Aktuell weisen die Simmental-Züchter einen Herdebuchbestand von rund 900 Kühen und beinahe 100 Zuchtstieren auf. Letztere werden nicht nur in den Zuchtbetrieben, sondern zu einem beachtlichen Teil auch in Produktionsbetrieben und sogar vereinzelt in Milchviehbetrieben eingesetzt – Simmentaler sind als Stiere für Rassenkreuzungen sehr beliebt. Gemäss den provisorischen FLEK-Auswertungen wurden im 2009 wieder hervorragende Tageszunahmen von über 1300g erreicht.
Praxistaugliche LBE
Der Herdebuchleiter wollte von den Züchtern erfahren, ob die neue lineare Beschreibung praxistauglich sei.

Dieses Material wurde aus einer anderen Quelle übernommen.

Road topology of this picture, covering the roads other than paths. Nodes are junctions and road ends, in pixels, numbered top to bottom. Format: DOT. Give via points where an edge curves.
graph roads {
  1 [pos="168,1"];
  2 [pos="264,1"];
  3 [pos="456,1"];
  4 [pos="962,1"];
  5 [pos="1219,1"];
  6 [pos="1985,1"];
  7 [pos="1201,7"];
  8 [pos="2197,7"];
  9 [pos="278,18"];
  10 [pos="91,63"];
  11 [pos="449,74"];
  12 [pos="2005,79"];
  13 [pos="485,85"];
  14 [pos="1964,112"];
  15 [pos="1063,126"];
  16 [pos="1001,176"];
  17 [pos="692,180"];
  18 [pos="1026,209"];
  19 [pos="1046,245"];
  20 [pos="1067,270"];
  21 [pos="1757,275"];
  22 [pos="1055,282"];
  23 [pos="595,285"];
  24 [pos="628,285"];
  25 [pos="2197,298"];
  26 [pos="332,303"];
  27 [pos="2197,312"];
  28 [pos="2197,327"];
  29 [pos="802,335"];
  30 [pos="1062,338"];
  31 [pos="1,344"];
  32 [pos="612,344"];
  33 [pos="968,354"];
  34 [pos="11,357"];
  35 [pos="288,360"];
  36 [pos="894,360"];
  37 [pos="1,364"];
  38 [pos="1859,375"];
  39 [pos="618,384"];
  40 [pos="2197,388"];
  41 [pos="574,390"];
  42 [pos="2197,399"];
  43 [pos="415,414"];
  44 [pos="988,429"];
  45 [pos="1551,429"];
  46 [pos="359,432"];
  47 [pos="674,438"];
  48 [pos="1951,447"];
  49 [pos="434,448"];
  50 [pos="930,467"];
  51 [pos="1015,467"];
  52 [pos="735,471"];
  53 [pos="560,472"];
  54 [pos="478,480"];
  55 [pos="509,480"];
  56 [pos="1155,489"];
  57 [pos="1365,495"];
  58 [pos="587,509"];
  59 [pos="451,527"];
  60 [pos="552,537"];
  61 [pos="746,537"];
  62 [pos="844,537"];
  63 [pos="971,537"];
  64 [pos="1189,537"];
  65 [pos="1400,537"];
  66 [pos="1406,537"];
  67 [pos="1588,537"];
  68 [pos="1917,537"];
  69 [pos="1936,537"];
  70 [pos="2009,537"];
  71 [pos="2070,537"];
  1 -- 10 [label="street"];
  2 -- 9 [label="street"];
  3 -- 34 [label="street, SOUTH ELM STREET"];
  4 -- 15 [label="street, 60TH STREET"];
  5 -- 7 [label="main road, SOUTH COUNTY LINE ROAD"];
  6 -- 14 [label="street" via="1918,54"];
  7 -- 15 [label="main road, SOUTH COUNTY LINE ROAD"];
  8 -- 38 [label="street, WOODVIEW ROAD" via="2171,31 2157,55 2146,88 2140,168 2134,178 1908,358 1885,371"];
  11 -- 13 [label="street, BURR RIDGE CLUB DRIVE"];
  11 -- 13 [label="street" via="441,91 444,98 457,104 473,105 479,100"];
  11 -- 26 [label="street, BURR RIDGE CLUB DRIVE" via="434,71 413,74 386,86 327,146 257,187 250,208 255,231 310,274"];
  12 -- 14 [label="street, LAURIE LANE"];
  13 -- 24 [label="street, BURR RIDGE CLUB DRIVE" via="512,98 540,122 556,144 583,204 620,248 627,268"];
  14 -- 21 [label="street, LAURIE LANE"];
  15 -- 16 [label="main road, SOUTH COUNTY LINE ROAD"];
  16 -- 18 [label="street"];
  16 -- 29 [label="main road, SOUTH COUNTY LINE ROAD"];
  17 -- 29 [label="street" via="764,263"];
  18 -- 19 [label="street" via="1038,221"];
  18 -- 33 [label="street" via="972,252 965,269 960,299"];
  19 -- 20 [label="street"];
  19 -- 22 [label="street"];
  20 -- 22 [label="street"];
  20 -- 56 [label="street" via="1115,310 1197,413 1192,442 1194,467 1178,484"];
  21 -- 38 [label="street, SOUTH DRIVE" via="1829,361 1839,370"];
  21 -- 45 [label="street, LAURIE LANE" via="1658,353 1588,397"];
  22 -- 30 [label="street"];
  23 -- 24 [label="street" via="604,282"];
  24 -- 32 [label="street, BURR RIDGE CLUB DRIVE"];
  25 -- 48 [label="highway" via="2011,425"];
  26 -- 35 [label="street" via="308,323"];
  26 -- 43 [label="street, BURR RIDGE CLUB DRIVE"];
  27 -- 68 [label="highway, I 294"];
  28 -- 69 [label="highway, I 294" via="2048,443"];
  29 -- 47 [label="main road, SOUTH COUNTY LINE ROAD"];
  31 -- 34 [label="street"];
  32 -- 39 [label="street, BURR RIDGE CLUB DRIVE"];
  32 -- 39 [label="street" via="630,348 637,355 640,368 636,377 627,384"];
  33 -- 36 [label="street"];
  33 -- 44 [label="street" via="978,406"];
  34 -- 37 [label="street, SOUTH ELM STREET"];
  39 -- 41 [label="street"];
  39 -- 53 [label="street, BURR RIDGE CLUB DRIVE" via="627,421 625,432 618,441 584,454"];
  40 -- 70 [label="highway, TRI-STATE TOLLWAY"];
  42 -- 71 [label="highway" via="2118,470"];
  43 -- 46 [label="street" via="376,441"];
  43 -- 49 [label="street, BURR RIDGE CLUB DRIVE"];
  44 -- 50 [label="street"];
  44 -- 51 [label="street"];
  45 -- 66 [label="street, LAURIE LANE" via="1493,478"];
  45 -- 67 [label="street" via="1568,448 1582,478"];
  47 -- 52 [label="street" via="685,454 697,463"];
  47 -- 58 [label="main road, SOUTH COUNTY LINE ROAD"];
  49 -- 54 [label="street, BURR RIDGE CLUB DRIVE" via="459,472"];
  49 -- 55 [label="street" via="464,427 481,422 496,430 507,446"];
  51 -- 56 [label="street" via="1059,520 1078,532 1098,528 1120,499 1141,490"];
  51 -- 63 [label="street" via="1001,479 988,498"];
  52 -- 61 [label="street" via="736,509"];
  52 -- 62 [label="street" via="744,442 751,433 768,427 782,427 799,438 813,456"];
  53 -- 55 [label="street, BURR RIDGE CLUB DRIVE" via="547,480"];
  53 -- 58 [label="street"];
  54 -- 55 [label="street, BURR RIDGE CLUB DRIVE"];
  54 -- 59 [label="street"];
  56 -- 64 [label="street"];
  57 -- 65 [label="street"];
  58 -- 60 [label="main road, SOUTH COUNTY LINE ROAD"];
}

Mehrheitlich findet diese Anklang, und die erreichten Noten entsprechen den Qualitäten der Tiere. Anhand einer Grafik konnte festgestellt werden, dass sich die Tiere im gewünschten Verhältnis auf der Notenskala verteilen. Die Probephase dauert noch bis 2011, dann müssen die Auswirkungen vertieft überprüft werden. Die Anwesenden wurden aufgerufen, wenn Fehlentwicklungen festgestellt würden, diese umgehend der Herdebuchstelle zu melden.
Wie immer im Januar wurde die druckfrische Zuchtwertschätzung diskutiert. Diese Auswertung kostet jeweils etwa Fr. 40000.–, bei zwei Auswertungen jährlich ein beachtlicher Betrag.